Stored entries
+++

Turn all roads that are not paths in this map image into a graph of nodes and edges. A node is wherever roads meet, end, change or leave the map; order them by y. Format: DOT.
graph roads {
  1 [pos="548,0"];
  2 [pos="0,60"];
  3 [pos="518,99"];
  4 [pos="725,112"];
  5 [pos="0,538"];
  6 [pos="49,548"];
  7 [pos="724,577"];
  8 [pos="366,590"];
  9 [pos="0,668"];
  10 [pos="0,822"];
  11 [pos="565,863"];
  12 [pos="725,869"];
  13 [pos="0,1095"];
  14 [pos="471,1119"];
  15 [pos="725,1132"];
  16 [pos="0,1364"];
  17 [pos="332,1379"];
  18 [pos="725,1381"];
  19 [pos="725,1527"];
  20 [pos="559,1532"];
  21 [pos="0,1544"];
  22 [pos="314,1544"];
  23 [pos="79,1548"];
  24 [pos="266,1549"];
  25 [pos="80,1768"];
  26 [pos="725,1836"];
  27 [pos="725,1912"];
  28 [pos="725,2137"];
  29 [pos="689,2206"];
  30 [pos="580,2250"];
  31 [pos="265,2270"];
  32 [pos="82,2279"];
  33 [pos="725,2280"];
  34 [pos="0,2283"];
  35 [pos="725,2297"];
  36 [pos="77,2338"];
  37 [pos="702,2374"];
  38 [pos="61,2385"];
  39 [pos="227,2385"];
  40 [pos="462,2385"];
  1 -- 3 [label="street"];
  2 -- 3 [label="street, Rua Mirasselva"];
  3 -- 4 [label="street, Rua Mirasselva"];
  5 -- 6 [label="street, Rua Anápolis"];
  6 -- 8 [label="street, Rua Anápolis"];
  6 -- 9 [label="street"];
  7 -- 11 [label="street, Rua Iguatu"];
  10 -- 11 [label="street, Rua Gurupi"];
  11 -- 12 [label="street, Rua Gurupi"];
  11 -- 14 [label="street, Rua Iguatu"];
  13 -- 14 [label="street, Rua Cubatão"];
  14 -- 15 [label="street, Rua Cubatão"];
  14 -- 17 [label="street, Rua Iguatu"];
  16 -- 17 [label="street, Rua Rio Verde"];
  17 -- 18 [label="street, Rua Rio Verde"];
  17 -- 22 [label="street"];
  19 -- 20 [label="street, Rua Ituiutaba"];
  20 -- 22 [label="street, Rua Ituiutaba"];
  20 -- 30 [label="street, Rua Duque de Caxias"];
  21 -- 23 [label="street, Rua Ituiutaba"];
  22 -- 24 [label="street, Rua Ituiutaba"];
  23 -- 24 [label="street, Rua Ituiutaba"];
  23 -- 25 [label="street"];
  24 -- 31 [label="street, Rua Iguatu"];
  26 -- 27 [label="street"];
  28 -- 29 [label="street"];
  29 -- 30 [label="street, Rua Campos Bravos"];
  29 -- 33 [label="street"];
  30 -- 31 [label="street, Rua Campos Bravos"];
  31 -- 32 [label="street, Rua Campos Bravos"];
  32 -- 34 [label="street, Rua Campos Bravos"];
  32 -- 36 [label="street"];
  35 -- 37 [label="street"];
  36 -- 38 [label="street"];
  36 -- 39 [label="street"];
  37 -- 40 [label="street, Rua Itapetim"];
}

+++

• [PROBLEM DETAILS]: Filter the records for the string "Gurupi" and copy every line that holds it.

• [OUTPUT OF THE TASK]:
  10 -- 11 [label="street, Rua Gurupi"];
  11 -- 12 [label="street, Rua Gurupi"];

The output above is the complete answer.